* **Instructions to follow**
Repeat exactly, and only, the lines from the one holding "ring pip: (176, 96)" through the last line of the records below.

[[ Extracted data, beginning ]]

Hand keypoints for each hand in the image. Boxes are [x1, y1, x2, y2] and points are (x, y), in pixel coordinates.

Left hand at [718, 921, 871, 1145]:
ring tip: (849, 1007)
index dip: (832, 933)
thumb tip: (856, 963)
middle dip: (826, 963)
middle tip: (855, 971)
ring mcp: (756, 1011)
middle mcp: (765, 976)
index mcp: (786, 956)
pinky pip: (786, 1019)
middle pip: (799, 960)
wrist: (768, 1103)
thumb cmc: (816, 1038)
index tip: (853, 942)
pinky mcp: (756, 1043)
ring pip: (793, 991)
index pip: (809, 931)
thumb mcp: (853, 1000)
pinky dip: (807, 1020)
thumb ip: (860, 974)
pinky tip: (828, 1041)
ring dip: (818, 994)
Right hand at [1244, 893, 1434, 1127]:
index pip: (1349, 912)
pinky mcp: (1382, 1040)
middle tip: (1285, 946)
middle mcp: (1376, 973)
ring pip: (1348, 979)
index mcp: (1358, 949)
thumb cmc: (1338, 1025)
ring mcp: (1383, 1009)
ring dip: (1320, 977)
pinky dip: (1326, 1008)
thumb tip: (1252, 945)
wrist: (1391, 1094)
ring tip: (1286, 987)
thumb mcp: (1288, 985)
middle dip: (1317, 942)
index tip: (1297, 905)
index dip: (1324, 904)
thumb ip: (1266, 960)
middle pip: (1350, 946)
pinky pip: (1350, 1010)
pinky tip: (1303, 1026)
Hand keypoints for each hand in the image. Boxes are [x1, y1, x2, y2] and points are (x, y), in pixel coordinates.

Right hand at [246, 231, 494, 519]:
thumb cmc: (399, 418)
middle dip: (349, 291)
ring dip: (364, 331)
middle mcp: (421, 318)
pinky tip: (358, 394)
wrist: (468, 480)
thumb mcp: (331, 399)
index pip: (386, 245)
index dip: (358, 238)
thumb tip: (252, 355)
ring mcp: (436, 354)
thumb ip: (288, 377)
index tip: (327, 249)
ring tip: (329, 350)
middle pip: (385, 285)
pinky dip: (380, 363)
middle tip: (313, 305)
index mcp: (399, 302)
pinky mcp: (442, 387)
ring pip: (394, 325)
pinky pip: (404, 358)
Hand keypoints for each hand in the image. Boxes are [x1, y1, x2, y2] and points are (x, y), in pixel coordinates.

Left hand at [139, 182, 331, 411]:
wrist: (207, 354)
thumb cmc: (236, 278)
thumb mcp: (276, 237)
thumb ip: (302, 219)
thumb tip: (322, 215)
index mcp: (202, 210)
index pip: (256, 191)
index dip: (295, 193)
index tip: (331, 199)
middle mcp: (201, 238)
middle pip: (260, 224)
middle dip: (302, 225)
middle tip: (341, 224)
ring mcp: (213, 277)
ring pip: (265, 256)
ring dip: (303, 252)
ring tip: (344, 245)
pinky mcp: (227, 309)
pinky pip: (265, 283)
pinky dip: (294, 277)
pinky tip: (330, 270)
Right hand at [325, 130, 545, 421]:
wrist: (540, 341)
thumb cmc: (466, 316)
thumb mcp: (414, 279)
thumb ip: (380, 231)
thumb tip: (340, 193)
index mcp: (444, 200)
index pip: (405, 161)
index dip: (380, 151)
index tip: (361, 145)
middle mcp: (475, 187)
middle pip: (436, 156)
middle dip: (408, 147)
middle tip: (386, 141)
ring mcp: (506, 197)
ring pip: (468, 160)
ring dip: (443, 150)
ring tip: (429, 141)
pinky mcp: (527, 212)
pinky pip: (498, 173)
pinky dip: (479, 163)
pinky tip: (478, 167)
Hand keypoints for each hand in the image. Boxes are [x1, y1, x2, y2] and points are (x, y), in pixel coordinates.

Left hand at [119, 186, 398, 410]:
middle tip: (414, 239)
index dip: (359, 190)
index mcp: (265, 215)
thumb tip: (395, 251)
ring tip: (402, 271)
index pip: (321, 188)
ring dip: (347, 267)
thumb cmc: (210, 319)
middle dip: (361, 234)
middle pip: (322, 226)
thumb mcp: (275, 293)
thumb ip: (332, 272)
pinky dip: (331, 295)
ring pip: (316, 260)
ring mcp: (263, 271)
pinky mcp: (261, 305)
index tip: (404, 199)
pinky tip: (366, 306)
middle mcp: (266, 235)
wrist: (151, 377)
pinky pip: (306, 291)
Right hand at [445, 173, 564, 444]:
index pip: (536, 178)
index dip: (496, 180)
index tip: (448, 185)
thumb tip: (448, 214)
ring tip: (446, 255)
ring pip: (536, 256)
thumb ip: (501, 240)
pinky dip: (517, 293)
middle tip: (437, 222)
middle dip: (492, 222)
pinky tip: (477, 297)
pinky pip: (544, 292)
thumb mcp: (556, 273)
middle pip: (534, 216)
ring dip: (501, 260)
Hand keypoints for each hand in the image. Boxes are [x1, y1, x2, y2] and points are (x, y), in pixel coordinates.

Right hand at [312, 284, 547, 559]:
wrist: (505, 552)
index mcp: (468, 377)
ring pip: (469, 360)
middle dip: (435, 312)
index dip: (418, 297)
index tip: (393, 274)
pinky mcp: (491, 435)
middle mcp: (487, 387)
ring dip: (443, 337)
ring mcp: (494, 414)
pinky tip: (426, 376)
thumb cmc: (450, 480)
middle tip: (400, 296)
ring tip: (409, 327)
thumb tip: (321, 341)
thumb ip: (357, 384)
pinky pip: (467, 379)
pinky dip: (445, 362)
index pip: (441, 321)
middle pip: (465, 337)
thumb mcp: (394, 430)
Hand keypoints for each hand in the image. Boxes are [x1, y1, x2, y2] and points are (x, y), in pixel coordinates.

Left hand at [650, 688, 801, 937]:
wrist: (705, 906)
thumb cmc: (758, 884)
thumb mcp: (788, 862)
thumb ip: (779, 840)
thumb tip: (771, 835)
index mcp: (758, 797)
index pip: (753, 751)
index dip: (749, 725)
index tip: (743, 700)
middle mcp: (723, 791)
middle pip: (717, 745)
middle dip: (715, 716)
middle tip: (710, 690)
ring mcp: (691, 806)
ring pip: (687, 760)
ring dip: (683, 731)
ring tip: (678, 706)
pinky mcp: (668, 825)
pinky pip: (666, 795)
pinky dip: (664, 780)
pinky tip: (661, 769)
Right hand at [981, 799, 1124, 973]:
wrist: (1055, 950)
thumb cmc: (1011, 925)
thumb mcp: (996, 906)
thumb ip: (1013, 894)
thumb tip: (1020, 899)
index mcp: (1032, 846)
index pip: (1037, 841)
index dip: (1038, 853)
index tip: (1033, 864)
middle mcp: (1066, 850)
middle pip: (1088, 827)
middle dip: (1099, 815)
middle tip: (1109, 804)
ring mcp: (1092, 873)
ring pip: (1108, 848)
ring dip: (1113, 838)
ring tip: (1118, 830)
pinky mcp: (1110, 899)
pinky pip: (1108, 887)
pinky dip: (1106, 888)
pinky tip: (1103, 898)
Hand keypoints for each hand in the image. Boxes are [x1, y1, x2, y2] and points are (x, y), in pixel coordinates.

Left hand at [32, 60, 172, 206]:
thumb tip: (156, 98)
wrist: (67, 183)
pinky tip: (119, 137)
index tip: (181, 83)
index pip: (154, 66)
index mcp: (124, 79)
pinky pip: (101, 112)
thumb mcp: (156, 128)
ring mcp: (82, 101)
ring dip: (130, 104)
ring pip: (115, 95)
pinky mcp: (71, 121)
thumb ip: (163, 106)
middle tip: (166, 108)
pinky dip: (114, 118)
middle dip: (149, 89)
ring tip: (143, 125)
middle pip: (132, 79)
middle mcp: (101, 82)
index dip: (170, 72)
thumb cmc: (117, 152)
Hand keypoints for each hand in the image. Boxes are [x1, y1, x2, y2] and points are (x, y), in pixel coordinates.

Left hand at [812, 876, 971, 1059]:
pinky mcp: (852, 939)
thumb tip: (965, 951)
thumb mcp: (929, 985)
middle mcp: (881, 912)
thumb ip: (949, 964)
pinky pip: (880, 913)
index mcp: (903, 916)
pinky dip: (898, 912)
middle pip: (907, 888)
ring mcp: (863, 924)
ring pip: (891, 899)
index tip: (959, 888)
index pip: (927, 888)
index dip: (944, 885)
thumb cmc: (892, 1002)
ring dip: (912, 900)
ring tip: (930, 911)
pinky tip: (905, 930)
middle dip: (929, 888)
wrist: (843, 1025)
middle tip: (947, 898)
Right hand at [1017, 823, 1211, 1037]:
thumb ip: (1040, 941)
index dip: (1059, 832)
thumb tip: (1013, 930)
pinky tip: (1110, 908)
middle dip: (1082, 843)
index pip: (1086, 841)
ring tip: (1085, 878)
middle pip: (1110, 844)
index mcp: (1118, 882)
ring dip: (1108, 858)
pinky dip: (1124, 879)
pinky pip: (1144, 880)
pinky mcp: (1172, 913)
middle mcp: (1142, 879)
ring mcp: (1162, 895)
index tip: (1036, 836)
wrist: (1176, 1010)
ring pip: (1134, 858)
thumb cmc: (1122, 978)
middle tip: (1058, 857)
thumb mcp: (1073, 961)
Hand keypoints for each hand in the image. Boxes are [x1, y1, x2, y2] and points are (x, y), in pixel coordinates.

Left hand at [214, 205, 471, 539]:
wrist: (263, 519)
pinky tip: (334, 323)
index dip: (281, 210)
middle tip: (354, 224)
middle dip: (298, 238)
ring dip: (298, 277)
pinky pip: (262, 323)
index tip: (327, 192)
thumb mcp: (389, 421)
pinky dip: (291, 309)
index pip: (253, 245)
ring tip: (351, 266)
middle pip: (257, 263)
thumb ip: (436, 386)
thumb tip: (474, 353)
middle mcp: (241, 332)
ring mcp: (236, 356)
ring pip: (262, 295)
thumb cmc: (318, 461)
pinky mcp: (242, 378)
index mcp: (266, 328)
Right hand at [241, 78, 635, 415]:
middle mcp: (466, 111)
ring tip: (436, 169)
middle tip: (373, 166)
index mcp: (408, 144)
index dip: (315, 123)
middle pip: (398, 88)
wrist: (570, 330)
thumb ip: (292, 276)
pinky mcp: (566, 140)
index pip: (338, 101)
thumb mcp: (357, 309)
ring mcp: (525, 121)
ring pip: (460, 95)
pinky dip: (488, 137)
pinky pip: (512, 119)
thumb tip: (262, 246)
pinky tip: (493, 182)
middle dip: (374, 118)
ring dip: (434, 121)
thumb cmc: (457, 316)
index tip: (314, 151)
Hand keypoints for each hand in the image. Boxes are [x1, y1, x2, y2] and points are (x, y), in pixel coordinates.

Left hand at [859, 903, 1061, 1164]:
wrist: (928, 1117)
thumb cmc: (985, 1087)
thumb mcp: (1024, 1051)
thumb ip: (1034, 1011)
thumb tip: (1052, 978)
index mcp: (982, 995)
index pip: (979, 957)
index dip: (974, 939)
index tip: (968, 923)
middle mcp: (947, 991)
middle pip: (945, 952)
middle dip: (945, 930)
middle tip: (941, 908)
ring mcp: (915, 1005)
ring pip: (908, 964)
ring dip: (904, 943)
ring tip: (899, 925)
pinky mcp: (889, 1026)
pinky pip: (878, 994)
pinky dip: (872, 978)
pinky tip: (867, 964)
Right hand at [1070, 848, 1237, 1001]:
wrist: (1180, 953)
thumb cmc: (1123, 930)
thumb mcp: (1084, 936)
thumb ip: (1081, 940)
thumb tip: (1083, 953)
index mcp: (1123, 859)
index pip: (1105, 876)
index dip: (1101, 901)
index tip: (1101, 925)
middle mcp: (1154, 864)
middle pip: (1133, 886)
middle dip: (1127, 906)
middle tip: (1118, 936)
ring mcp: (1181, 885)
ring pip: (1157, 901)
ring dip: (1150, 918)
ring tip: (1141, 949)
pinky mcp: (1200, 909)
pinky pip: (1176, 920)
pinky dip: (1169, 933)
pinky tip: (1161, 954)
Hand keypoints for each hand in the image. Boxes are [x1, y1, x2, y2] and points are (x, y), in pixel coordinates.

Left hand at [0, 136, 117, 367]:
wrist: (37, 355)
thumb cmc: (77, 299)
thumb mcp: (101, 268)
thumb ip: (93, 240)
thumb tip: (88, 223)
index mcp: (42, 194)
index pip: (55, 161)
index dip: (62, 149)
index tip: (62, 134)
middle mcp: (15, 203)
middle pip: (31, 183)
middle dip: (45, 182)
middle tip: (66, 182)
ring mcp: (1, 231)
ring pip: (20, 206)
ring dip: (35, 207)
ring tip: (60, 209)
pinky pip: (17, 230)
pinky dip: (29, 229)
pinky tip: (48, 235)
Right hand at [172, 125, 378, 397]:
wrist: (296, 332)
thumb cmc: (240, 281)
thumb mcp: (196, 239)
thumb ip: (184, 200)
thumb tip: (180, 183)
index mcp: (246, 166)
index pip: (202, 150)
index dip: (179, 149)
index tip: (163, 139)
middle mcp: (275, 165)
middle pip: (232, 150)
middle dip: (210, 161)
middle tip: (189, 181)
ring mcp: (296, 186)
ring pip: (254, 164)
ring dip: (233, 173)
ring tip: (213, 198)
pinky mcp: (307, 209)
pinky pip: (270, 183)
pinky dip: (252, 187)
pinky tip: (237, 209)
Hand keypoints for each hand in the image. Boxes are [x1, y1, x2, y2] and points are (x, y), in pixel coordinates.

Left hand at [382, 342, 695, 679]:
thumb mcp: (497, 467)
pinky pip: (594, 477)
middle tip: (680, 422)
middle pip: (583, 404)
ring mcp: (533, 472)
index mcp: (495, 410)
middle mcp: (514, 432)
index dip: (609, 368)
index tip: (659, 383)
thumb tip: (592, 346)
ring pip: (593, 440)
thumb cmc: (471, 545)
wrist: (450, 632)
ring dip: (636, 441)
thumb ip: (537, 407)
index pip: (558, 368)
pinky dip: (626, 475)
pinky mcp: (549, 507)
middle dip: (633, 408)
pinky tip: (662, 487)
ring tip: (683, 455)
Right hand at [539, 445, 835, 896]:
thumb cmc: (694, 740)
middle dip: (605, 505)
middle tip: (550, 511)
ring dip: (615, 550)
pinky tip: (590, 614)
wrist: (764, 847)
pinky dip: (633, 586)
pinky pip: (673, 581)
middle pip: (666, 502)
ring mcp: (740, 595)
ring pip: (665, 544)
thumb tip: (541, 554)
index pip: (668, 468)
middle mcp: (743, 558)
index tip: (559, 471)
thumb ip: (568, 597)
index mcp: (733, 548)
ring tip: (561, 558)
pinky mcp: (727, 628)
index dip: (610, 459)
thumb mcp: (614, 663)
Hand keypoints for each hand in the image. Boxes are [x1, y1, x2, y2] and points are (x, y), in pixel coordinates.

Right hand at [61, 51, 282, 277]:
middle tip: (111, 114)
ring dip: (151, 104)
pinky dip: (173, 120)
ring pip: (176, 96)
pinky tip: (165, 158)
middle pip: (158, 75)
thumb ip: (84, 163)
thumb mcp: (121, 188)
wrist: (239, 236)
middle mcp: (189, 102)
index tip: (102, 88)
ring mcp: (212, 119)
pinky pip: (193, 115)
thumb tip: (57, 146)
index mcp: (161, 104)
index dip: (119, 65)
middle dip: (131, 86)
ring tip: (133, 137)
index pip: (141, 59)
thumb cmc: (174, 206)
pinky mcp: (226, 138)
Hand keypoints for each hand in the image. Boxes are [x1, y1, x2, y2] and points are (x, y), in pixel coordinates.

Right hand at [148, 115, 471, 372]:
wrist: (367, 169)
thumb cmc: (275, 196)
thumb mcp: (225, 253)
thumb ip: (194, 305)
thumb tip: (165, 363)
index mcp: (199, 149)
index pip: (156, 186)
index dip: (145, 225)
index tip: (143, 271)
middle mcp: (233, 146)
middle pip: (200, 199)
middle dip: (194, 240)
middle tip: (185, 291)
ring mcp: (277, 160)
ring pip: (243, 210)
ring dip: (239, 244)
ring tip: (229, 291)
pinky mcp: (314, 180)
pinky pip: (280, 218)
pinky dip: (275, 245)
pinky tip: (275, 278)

[[ Extracted data, end ]]

* **Finished task**
ring pip: (176, 96)
pinky tip: (165, 158)
middle pip: (158, 75)
thumb ip: (84, 163)
thumb mcp: (121, 188)
wrist: (239, 236)
middle mcp: (189, 102)
index tip: (102, 88)
ring mcp: (212, 119)
pinky pip: (193, 115)
thumb tip: (57, 146)
index mcp: (161, 104)
index dip: (119, 65)
middle dip: (131, 86)
ring tip: (133, 137)
index pip: (141, 59)
thumb cmc: (174, 206)
pinky mcp: (226, 138)
Hand keypoints for each hand in the image. Boxes are [x1, y1, x2, y2] and points are (x, y), in pixel coordinates.

Right hand at [148, 115, 471, 372]:
wrist: (367, 169)
thumb cmc: (275, 196)
thumb mcp: (225, 253)
thumb ip: (194, 305)
thumb tip: (165, 363)
index mcp: (199, 149)
index pip: (156, 186)
index dip: (145, 225)
index tip: (143, 271)
middle mcp: (233, 146)
middle pip: (200, 199)
middle dip: (194, 240)
middle tip: (185, 291)
ring mcp: (277, 160)
ring pip: (243, 210)
ring dip: (239, 244)
ring tip: (229, 291)
pinky mcp: (314, 180)
pinky pip: (280, 218)
pinky dip: (275, 245)
pinky tip: (275, 278)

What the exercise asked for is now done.